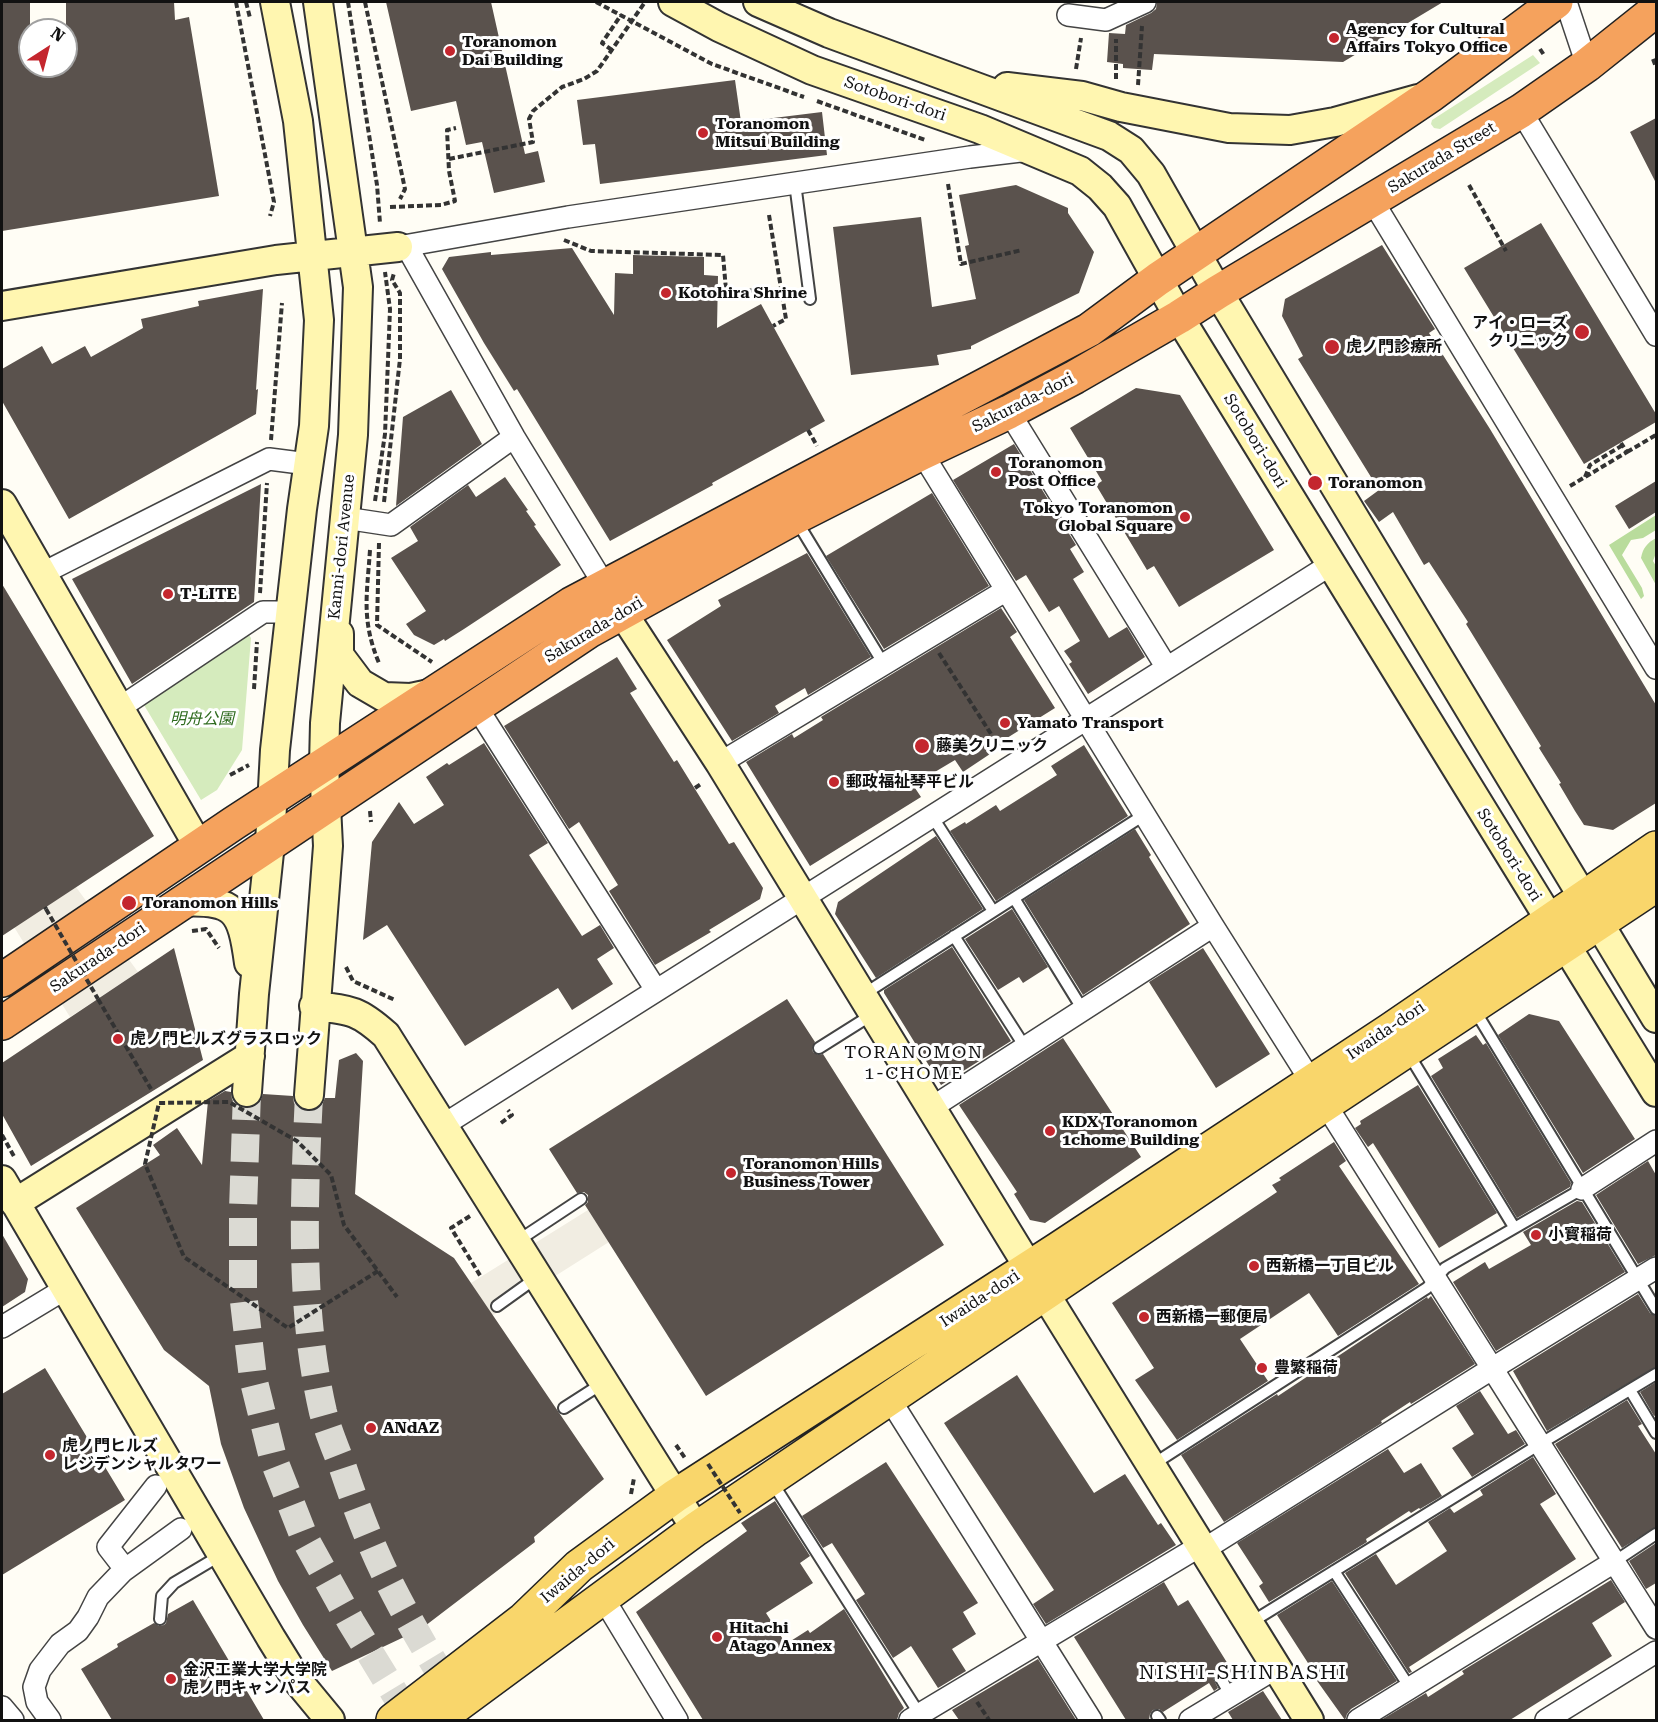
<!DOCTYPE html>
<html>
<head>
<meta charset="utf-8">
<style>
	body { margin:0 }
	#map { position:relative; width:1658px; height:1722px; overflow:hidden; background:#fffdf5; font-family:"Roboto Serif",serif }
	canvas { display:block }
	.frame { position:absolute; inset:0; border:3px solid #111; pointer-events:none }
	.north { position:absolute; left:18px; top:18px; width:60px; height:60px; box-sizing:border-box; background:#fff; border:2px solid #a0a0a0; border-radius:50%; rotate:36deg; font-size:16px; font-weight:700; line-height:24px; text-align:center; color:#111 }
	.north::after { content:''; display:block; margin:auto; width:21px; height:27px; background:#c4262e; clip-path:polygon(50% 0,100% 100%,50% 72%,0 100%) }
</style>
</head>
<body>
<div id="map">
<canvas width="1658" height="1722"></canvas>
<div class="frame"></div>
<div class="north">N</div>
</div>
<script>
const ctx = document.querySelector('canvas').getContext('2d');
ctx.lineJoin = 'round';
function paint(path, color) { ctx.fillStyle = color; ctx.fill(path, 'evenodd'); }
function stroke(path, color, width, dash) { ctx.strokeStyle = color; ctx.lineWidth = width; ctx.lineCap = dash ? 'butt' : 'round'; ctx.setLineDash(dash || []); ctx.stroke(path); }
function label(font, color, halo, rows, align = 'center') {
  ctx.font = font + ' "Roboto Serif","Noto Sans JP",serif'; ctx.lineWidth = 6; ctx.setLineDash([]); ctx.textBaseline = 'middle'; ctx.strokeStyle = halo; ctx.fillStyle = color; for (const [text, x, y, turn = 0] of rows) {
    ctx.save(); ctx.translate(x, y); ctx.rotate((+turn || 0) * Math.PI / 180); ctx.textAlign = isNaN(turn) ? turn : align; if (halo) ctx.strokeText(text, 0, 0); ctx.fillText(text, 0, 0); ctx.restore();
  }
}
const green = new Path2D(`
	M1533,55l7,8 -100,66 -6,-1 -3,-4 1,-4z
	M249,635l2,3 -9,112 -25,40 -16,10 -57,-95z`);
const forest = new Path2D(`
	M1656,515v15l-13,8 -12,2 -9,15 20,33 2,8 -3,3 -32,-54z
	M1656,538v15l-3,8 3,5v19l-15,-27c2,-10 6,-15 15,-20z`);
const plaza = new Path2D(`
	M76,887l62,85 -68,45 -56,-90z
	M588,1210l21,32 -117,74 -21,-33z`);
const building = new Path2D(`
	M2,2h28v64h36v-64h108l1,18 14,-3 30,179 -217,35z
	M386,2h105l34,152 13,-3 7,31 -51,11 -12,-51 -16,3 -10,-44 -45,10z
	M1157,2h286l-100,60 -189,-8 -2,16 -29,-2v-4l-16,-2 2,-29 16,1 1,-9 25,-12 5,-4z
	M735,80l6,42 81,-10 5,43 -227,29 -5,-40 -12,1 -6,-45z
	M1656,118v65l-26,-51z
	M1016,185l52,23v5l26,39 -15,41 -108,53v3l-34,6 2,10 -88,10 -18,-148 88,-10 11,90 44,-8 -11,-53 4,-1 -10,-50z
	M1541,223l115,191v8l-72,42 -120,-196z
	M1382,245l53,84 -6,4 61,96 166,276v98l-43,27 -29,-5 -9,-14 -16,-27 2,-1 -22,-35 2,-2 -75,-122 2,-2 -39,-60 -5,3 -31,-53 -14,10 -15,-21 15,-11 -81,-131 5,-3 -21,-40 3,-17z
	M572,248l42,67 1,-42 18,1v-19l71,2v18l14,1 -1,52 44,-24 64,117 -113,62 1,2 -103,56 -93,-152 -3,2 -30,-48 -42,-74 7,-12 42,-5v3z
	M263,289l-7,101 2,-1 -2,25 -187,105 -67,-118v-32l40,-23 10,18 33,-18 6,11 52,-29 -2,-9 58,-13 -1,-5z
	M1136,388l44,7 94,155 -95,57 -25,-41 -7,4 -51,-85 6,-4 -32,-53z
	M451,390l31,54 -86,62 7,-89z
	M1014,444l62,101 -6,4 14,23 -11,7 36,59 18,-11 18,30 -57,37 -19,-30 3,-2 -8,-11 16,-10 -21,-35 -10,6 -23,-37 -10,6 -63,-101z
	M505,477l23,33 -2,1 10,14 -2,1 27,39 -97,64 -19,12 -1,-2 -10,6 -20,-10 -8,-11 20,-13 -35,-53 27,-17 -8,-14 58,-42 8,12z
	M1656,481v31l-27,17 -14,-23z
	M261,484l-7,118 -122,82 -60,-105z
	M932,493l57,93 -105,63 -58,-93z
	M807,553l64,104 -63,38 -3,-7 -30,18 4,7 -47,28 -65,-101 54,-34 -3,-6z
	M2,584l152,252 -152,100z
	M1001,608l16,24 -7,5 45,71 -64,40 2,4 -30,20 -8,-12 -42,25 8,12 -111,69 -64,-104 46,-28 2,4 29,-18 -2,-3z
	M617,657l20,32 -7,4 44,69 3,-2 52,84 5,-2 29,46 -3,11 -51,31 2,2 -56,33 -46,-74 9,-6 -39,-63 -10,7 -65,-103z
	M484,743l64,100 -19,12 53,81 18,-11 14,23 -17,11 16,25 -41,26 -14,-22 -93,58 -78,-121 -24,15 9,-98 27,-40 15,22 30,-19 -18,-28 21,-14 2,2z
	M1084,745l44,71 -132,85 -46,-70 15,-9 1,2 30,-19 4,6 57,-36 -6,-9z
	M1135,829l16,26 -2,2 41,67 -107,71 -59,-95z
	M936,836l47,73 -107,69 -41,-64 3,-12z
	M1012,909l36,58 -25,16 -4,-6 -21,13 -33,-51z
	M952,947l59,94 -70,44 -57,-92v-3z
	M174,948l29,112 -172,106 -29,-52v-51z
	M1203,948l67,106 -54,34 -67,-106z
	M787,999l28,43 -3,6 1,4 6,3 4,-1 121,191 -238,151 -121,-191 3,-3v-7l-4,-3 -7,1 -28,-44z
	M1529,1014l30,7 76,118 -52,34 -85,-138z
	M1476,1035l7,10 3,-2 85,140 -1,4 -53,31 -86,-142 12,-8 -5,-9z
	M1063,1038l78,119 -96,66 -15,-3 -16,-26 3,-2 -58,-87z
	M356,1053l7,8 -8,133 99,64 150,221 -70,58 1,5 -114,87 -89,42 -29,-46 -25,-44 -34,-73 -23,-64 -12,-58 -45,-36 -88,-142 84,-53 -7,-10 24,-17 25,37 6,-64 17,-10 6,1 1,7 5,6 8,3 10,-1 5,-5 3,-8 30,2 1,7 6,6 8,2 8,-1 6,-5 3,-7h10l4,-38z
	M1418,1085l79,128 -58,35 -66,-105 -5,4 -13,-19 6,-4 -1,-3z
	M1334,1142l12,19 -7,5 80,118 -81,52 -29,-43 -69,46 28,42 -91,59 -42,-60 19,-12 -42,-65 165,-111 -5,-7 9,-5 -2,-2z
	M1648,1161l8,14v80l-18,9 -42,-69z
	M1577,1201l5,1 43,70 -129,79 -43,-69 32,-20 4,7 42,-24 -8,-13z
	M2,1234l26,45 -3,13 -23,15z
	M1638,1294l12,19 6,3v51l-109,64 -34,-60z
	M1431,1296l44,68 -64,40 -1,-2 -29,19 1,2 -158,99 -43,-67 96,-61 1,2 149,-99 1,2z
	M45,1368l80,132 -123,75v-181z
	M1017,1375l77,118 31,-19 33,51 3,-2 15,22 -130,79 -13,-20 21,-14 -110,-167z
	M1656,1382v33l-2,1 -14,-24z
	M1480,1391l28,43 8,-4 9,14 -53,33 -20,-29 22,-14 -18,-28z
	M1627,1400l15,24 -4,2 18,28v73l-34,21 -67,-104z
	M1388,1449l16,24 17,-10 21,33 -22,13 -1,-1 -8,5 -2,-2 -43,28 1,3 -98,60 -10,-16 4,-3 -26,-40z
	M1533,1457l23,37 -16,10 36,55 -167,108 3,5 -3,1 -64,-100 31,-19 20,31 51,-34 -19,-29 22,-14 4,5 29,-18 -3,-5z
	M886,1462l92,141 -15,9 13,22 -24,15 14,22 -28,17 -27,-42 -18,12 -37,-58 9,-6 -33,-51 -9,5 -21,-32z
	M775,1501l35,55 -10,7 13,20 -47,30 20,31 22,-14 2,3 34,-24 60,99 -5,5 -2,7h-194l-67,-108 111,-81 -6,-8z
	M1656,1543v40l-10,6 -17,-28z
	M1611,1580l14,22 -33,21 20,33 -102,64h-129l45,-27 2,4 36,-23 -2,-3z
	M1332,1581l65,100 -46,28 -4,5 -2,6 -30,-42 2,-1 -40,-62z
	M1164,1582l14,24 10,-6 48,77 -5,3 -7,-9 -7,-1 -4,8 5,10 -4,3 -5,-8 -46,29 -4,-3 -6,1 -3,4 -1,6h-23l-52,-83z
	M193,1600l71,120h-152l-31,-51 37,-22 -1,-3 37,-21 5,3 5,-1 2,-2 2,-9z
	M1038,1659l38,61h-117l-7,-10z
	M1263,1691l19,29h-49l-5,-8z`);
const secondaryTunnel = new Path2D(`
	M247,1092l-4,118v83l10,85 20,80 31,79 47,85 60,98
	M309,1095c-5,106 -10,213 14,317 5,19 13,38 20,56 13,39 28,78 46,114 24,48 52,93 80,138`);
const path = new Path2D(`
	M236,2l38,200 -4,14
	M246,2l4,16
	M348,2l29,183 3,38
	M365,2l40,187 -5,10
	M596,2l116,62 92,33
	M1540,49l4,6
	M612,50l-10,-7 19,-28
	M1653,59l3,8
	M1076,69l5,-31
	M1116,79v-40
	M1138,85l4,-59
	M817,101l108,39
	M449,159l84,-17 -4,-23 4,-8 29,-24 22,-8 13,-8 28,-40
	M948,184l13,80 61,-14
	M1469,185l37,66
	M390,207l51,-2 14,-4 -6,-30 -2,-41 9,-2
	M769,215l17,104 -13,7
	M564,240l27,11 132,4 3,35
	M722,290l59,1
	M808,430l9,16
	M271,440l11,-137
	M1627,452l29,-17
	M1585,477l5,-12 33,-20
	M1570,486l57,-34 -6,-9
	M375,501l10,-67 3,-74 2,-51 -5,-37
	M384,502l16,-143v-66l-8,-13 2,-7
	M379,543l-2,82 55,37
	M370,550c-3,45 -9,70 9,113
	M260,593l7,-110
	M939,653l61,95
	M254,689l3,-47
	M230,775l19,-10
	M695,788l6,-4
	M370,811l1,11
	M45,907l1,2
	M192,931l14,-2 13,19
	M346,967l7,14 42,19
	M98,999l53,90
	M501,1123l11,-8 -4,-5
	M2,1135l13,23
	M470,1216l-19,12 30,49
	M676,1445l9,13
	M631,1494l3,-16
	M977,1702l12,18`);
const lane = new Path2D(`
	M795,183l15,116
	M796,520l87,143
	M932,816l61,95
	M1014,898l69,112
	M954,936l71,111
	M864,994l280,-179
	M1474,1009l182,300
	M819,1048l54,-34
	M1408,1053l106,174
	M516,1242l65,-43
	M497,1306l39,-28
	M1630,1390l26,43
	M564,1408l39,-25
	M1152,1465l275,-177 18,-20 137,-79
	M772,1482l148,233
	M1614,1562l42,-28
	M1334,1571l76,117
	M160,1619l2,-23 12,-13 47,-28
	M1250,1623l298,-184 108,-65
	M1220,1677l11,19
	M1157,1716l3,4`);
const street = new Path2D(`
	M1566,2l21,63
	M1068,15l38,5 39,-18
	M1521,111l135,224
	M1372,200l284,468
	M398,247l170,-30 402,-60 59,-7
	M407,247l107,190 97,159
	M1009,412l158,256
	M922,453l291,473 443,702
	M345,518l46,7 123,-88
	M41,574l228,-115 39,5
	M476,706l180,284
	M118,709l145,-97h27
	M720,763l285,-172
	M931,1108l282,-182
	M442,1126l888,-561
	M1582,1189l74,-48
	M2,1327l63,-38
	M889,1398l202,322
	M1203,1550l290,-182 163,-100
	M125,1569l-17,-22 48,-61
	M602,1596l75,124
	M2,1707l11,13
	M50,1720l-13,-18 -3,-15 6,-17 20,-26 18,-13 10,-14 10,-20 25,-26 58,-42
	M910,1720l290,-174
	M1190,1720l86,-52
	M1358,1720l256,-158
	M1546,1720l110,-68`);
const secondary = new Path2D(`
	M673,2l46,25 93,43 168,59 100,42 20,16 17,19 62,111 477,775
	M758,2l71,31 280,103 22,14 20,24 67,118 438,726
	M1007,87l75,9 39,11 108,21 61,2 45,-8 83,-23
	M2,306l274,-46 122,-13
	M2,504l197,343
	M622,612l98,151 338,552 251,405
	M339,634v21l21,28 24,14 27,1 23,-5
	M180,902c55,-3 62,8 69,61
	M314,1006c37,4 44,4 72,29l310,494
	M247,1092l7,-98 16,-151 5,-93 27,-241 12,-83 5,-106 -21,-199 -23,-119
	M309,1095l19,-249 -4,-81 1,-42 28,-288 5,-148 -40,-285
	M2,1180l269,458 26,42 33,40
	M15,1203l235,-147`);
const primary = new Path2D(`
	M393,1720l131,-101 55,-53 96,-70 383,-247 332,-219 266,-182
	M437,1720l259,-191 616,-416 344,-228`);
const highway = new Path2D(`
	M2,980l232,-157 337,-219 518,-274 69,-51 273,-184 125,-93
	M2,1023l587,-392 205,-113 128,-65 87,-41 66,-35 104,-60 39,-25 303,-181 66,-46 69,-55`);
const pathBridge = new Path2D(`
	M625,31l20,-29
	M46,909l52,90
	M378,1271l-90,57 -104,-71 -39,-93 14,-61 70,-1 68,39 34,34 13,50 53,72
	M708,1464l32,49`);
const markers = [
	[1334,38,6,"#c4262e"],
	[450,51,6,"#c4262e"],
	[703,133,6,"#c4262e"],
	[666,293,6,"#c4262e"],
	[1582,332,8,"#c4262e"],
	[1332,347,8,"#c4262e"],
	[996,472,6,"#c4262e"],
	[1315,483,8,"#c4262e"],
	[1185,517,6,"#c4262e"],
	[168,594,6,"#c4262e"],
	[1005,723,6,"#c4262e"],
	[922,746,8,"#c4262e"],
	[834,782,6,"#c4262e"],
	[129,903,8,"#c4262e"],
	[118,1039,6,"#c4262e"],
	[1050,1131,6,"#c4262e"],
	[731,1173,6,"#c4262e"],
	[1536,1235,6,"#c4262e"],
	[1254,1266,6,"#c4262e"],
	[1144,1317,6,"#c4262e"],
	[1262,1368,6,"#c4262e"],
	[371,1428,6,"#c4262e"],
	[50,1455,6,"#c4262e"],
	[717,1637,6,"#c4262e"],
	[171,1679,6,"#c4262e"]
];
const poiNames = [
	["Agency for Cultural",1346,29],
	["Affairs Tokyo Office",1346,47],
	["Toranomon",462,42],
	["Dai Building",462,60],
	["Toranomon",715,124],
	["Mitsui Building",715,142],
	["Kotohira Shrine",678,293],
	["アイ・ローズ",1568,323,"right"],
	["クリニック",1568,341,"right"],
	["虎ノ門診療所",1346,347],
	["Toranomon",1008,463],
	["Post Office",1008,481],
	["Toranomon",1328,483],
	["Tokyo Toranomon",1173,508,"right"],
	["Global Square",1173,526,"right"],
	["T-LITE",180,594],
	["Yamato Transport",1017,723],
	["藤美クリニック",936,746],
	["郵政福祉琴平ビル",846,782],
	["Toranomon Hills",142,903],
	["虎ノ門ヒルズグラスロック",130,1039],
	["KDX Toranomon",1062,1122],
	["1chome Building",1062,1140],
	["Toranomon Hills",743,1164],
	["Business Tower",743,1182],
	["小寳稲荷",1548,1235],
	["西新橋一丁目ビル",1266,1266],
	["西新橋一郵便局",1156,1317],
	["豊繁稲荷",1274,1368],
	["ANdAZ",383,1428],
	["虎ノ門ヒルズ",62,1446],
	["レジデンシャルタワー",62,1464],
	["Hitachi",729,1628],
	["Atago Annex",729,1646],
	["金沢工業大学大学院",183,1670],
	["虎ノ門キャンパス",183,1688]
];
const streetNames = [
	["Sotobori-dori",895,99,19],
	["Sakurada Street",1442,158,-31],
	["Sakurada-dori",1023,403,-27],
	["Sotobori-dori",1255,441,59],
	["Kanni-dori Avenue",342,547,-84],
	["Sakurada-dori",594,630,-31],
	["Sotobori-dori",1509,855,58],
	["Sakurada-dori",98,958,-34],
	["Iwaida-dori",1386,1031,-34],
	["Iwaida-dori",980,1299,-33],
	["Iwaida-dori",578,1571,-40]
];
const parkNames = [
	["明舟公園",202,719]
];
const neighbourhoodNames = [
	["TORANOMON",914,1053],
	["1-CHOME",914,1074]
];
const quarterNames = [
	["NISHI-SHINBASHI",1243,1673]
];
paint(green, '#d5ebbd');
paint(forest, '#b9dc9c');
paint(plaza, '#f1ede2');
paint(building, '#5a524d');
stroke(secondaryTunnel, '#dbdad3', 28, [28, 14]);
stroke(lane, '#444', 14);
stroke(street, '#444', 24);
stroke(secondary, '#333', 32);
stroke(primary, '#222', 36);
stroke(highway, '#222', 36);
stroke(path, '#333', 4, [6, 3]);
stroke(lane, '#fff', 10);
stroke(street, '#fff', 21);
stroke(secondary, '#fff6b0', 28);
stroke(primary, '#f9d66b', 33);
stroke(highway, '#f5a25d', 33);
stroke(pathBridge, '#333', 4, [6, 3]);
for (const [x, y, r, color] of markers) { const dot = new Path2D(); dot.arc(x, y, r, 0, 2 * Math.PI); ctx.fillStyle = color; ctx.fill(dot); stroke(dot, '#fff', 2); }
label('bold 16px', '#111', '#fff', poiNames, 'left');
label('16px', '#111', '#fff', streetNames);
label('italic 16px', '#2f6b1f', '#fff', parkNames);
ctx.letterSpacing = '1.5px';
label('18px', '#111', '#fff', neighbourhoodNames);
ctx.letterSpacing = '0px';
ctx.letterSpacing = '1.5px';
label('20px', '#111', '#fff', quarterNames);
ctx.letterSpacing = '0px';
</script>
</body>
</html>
----------------
• **ACTIVITY**:
Your answer should contain only the lines from the beginning of the listing above through the line with "M2,2h28v64h36v-64h108l1,18 14,-3 30,179", copied exactly and without the pictures.

• **ANSWER TO THIS EXERCISE**:
<!DOCTYPE html>
<html>
<head>
<meta charset="utf-8">
<style>
	body { margin:0 }
	#map { position:relative; width:1658px; height:1722px; overflow:hidden; background:#fffdf5; font-family:"Roboto Serif",serif }
	canvas { display:block }
	.frame { position:absolute; inset:0; border:3px solid #111; pointer-events:none }
	.north { position:absolute; left:18px; top:18px; width:60px; height:60px; box-sizing:border-box; background:#fff; border:2px solid #a0a0a0; border-radius:50%; rotate:36deg; font-size:16px; font-weight:700; line-height:24px; text-align:center; color:#111 }
	.north::after { content:''; display:block; margin:auto; width:21px; height:27px; background:#c4262e; clip-path:polygon(50% 0,100% 100%,50% 72%,0 100%) }
</style>
</head>
<body>
<div id="map">
<canvas width="1658" height="1722"></canvas>
<div class="frame"></div>
<div class="north">N</div>
</div>
<script>
const ctx = document.querySelector('canvas').getContext('2d');
ctx.lineJoin = 'round';
function paint(path, color) { ctx.fillStyle = color; ctx.fill(path, 'evenodd'); }
function stroke(path, color, width, dash) { ctx.strokeStyle = color; ctx.lineWidth = width; ctx.lineCap = dash ? 'butt' : 'round'; ctx.setLineDash(dash || []); ctx.stroke(path); }
function label(font, color, halo, rows, align = 'center') {
  ctx.font = font + ' "Roboto Serif","Noto Sans JP",serif'; ctx.lineWidth = 6; ctx.setLineDash([]); ctx.textBaseline = 'middle'; ctx.strokeStyle = halo; ctx.fillStyle = color; for (const [text, x, y, turn = 0] of rows) {
    ctx.save(); ctx.translate(x, y); ctx.rotate((+turn || 0) * Math.PI / 180); ctx.textAlign = isNaN(turn) ? turn : align; if (halo) ctx.strokeText(text, 0, 0); ctx.fillText(text, 0, 0); ctx.restore();
  }
}
const green = new Path2D(`
	M1533,55l7,8 -100,66 -6,-1 -3,-4 1,-4z
	M249,635l2,3 -9,112 -25,40 -16,10 -57,-95z`);
const forest = new Path2D(`
	M1656,515v15l-13,8 -12,2 -9,15 20,33 2,8 -3,3 -32,-54z
	M1656,538v15l-3,8 3,5v19l-15,-27c2,-10 6,-15 15,-20z`);
const plaza = new Path2D(`
	M76,887l62,85 -68,45 -56,-90z
	M588,1210l21,32 -117,74 -21,-33z`);
const building = new Path2D(`
	M2,2h28v64h36v-64h108l1,18 14,-3 30,179 -217,35z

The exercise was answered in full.